La deuxième erreur de François Bayrou a consisté à confier aux syndicats le soin de réformer la réforme. En France, le syndicalisme est très imbriqué avec l’État. Les syndicats, très influents dans le secteur public, se préoccupent en priorité de défendre les avantages des régimes spéciaux. François Bayrou a choisi de procéder à l’inverse des politiques suédois, qui, pour réformer en profondeur leur système de retraite, à la fin des années 1990, avaient commencé par mettre les organisations syndicales sur la touche.
Le Premier ministre va-t-il commettre une troisième erreur ? Il a suggéré d’organiser un référendum sur les retraites « en cas de blocage des négociations » entre les partenaires sociaux (cas de figure qui n’a rien d’improbable). L’idée est bonne ; mais le contexte n’est pas favorable à François Bayrou : il est politiquement sur un siège éjectable ; le rapport faussement objectif de la Cour des comptes a contredit sa propre évaluation du déficit des retraites (55 milliards d’euros, chiffre pourtant encore très inférieur à la réalité) ; les syndicats se sont emparés de la réforme (comme il le leur a lui-même demandé) et, pour le moment, Emmanuel Macron ne paraît pas disposé à consulter les Français.
Si la proposition du Premier ministre aboutit néanmoins et débouche sur l’organisation d’un référendum, François Bayrou osera-t-il poser les vraies problématiques pour trouver les bons remèdes ? Si ce n’est pas le cas, il s’agira d’un simple effet d’annonce (un de plus !) destiné à gagner du temps, alors que la situation alarmante des retraites et plus largement des finances publiques appelle des solutions urgentes.
Or, alors que les campagnes de Sauvegarde Retraites et les interventions de plusieurs experts, comme Jean-Pascal Beaufret et Rémi Pellet commençaient à informer les Français sur la réalité du déficit, les conclusions erronées des magistrats des comptes réinstaurent le doute dans l’opinion publique et sont reprises avec enthousiasme par de nombreux médias et politiciens. Ainsi le ministre de l’Économie et des Finances, Éric Lombard, a-t-il affirmé sur RTL, le 21 février, que « contrairement à ce qu'a affirmé François Bayrou, il n'y a pas de déficit caché du système de retraite » et que « le sujet important, aujourd'hui, c'est de regarder les retraites du secteur privé », qui, selon lui, seraient responsables de l’essentiel du " trou " ! Autrement dit, les cotisants et retraités du privé paieront… Sans craindre le paradoxe, Éric Lombard ajoute que les retraites complémentaires des salariés du privé (Agirc-Arrco) « sont non seulement à l'équilibre, mais il y a un excédent très important, qui est de l'ordre de 80 milliards d'euros de réserve dans ce régime. Donc, ils vont nous faire des propositions, et naturellement… »

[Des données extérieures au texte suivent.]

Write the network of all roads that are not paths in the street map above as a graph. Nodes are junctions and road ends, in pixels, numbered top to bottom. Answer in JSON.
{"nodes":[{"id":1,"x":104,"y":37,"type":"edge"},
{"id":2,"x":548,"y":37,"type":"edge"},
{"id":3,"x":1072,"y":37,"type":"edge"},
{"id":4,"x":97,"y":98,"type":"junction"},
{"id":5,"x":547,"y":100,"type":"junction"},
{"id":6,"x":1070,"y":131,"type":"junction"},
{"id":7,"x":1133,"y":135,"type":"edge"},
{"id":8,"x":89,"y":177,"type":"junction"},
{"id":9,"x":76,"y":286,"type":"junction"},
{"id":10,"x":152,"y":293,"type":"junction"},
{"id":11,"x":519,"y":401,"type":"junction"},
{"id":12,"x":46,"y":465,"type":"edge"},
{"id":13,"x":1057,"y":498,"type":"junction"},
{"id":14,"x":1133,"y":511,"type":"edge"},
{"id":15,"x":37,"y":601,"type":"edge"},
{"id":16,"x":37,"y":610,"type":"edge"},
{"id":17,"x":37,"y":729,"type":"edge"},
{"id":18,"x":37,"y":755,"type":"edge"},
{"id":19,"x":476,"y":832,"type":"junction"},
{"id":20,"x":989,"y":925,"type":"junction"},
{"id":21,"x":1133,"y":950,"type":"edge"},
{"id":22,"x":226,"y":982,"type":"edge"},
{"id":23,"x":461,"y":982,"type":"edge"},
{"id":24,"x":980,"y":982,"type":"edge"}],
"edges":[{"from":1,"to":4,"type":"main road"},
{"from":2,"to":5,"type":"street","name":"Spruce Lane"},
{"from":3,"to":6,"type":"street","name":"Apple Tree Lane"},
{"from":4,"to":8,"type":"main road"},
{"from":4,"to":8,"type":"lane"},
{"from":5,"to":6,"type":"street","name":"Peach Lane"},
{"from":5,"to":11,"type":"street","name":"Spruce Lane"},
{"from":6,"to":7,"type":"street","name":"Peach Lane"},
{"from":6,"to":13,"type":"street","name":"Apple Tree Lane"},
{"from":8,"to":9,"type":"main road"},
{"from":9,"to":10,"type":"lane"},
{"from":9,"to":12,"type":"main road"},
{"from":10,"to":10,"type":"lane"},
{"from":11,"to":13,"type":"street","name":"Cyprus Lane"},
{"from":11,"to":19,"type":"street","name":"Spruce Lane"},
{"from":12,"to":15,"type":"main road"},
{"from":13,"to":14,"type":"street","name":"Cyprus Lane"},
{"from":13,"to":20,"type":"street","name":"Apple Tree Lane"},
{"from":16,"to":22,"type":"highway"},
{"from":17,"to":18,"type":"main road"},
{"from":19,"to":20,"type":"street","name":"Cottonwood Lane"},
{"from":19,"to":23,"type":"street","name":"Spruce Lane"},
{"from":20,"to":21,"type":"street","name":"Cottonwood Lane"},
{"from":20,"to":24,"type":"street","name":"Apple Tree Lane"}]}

On a compris : « naturellement », le ministre lorgne sur ces réserves, constituées grâce aux efforts consentis par les salariés du privé en prévision des temps de vaches maigres et que l’État convoite depuis longtemps.
C’est à quoi Sauvegarde Retraites continue à s’opposer de toutes ses forces. Nous attendons que François Bayrou désavoue clairement son ministre de l’Économie. Pas question de faire payer une fois de plus les affiliés aux caisses du privé pour sauver les privilèges des régimes spéciaux du public ! Ni de piller les réserves de l’Agirc-Arrco pour combler le déficit abyssal d’un État incapable de gérer ses propres retraites !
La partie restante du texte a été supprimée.